Some time later that day Senator Mike Lee of Utah probed further: “Tell me why textualism and originalism are important to you.” “… I think originalism and textualism, to me, boil down … to a commitment to the rule of law," Barrett said, "to not disturbing or changing or updating or adjusting ... in line with my own policy preferences what that law required.” “And is it the subjective motivation, the subjective intent of an individual lawmaker or drafter of a constitutional provision that we’re looking at?” Lee continued, “Or is it original public meaning? And if so, what’s the difference between those two?” “It’s original public meaning, not the subjective intent of any particular drafter,” Barrett predictably replied. “So one thing I have told my students in constitutional law is that the question is not what would James Madison do? We’re not controlled by how James Madison perceived any particular problem. That’s because the law is what the people understand it to be, not what goes on in any individual legislator’s mind.”

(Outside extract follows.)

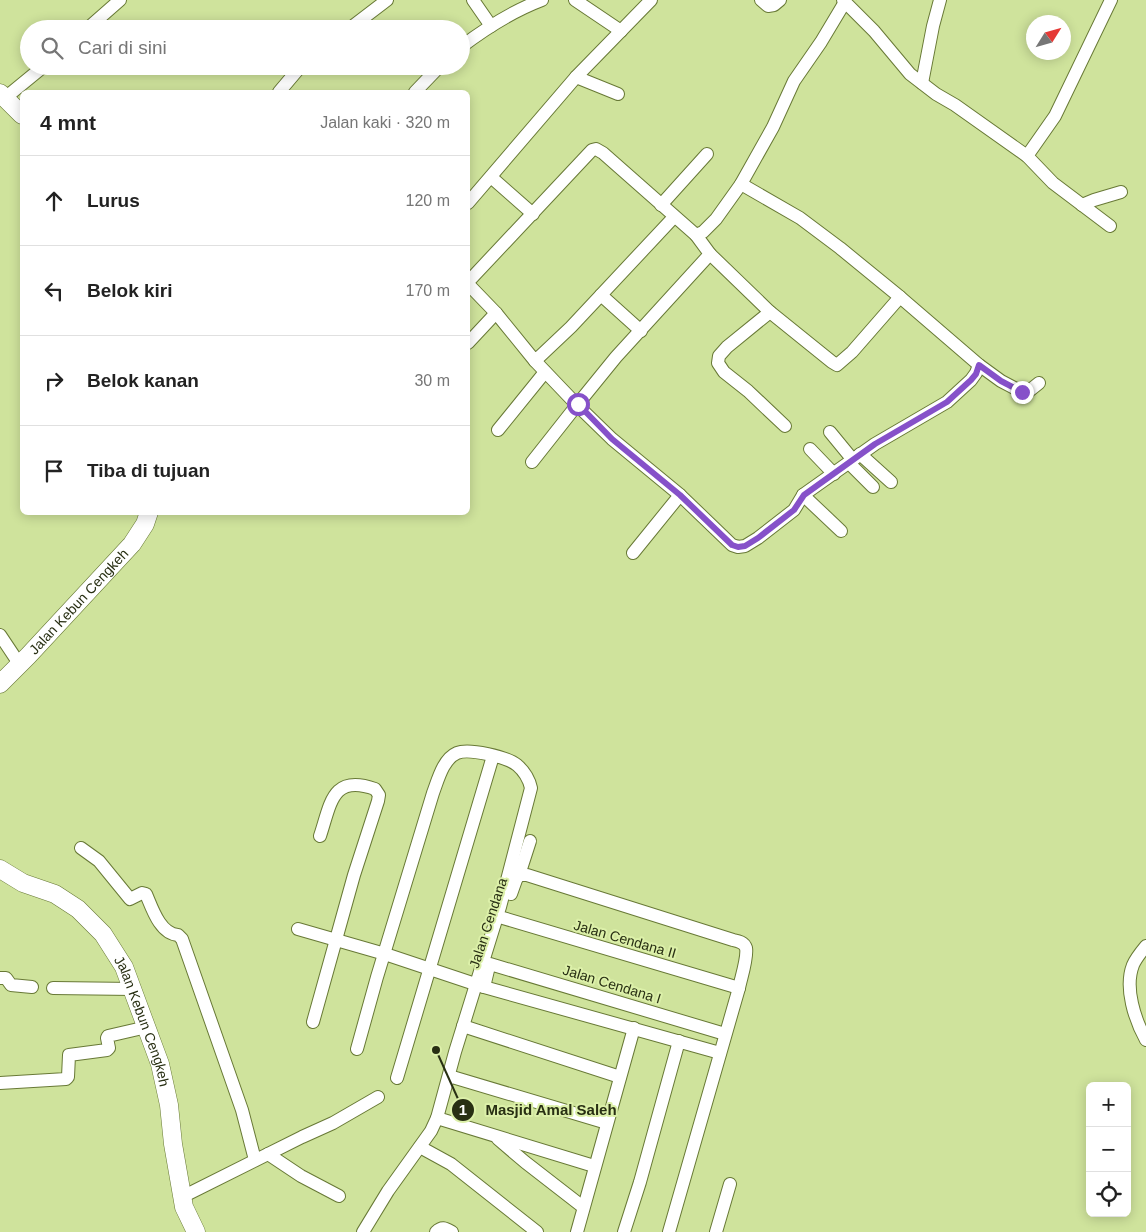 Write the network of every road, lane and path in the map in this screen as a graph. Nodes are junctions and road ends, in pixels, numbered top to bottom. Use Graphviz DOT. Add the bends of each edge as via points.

These exchanges present the rote formulation of originalism and textualism – legal jargon that has seemingly improbably found its way into popular media. Writing in 2011 on the occasion of members of the House of Representatives reading the Constitution aloud at the opening of its legislative session, University of Chicago’s Eric Posner noted with some surprise at the ascendance of originalism signaled by the House’s homage. “Although originalist ideas have floated around since the Founding,” Posner wrote in the New Republic, “the modern theory was produced by a small group of mostly marginalized (conservative) academics, whose ideas were rarely taken seriously by the most influential (liberal) scholars in the top law schools.”